Para o MPF/MG, o risco de essas substâncias contaminarem águas superficiais, como as águas de chuvas, por exemplo, e essas atingirem os córregos, brejos, cisternas e poços tubulares no entorno da mina, não pode ser ignorado.
Em 2012, pesquisadores do Laboratório Labiotec, de Uberlândia/MG, constataram a contaminação de um brejo abaixo da barragem e de uma cisterna na região do ribeirão Santa Rita por materiais pesados provenientes das águas da barragem de rejeitos da Kinross.

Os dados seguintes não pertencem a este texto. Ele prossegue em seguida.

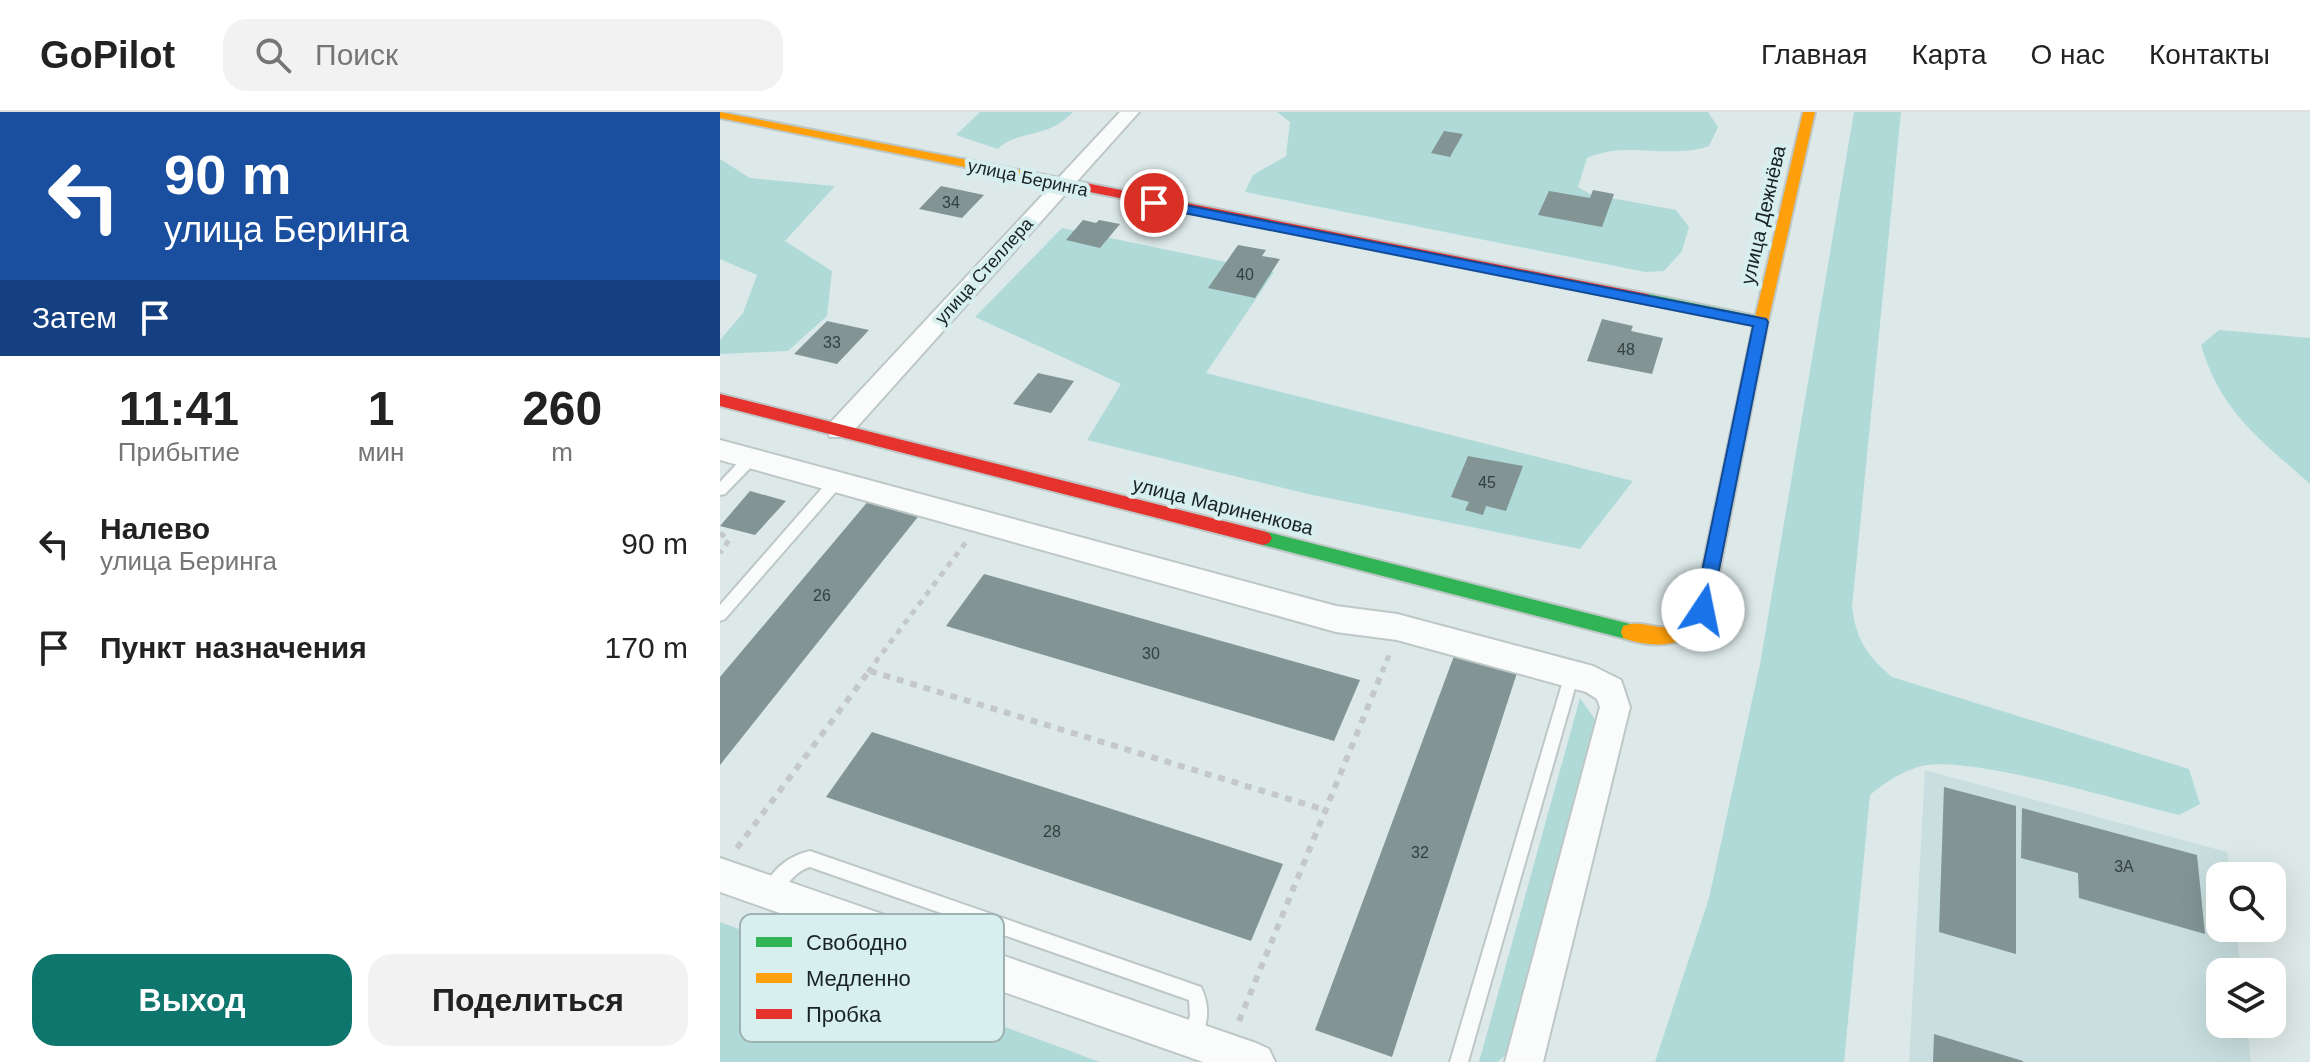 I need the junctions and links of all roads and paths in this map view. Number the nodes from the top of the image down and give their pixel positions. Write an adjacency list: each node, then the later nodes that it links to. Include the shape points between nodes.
1 (1130, 112): 4 (street, улица Стеллера)
2 (1809, 112): 5 (street, улица Дежнёва)
3 (720, 114): 4 (street, улица Беринга)
4 (1063, 185): 5 (street, улица Беринга); 7 (street, улица Стеллера)
5 (1761, 322): 15 (street, улица Дежнёва)
6 (720, 400): 7 (street, улица Мариненкова)
7 (839, 430): 15 (street, улица Мариненкова, via 1655,638 1690,631)
8 (720, 450): 9 (street)
9 (750, 459): 10 (street); 11 (lane)
10 (836, 482): 12 (street); 16 (lane)
11 (720, 490)
12 (981, 522): 17 (street, via 1336,619); 18 (path)
13 (720, 533): 14 (path, via 729,540)
14 (720, 553)
15 (1703, 610)
16 (720, 615)
17 (1400, 628): 19 (street); 20 (path)
18 (870, 671): 20 (path); 21 (path)
19 (1572, 674): 25 (lane); 26 (street, via 1610,690 1615,707)
20 (1325, 810): 24 (path)
21 (725, 867): 22 (street, via 770,892)
22 (833, 914)
23 (1004, 974): 24 (street)
24 (1241, 1057)
25 (1459, 1062)
26 (1524, 1062)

A situação foi considerada extremamente grave, pois a contaminação por metais pesados provoca, entre outros, cegueira, destruição do sistema imunológico e do sistema nervoso central.
Na mesma linha, a investigação pretende detectar se realmente houve aumento da incidência de câncer na região e, em caso positivo, se haveria influência da mineração.
Estudos apontam para um alto número de pacientes com câncer em Paracatu, fora do padrão para cidades de mesmo porte [cerca de 90 mil habitantes]. Em novembro do ano passado, noticiou-se que mais de 400 paracatuenses encontravam-se em tratamento no Hospital do Câncer, em Barretos/SP, e, segundo os médicos, esse número vem aumentando.
O procurador da República diz que “é preciso investigar se essa incidência está condizente com a realidade ou se ela realmente discrepa do padrão, além das reais causas para o número de pacientes portadores de câncer, ou de outras doenças, resultantes ou não da contaminação por substâncias utilizadas ou geradas durante ou no final do processo de produção do ouro”.
Rios secando – “Há notícias ainda sobre a ocorrência de outros danos ambientais, como fontes de água – lagoas, açudes e poços artesianos – que estão secando”, lembra o procurador. “Esses relatos são preocupantes, porque é preciso saber se as frentes de lavra podem vir, no futuro, a afetar o abastecimento de água da cidade de Paracatu, que está situada a montante da mineração”.
Por sinal, uma das principais frentes de lavra da Kinross, instalada a cerca de 60 metros abaixo do nível do córrego Rico, provocou a diminuição na vazão desse córrego devido ao rebaixamento do lençol freático. “Nesse caso, a dúvida é se as nascentes serão totalmente bloqueadas pela lavra, com toda a água do córrego Rico sendo usada pelo empreendimento, ou se a empresa está tomando providências para normalizar a vazão de um curso d’água importante para a região”, afirma José Ricardo.
O complexo minerário da Kinross, localizado próximo à zona urbana, tem avançado em direção a alguns bairros de Paracatu, com notícias de demolição de casas, ruas com rede de água e luz e até de equipamentos públicos, para ampliação da lavra.
Por isso, segundo o MPF/MG, é preciso ter acesso a informações que comprovem o alcance efetivo do projeto, bem como analisar detidamente o próprio processo de licenciamento ambiental para saber se todos esses efeitos foram previstos, quais foram as medidas compensatórias planejadas e se elas vêm sendo cumpridas pela mineradora.
A Kinross Gold Corporation, que incorporou a antiga Rio Paracatu Mineração, é uma empresa global com sede no Canadá. A expansão da mina, situada a dois quilômetros ao norte da cidade de Paracatu, é um megaempreendimento que triplicou a produção anual de ouro da empresa.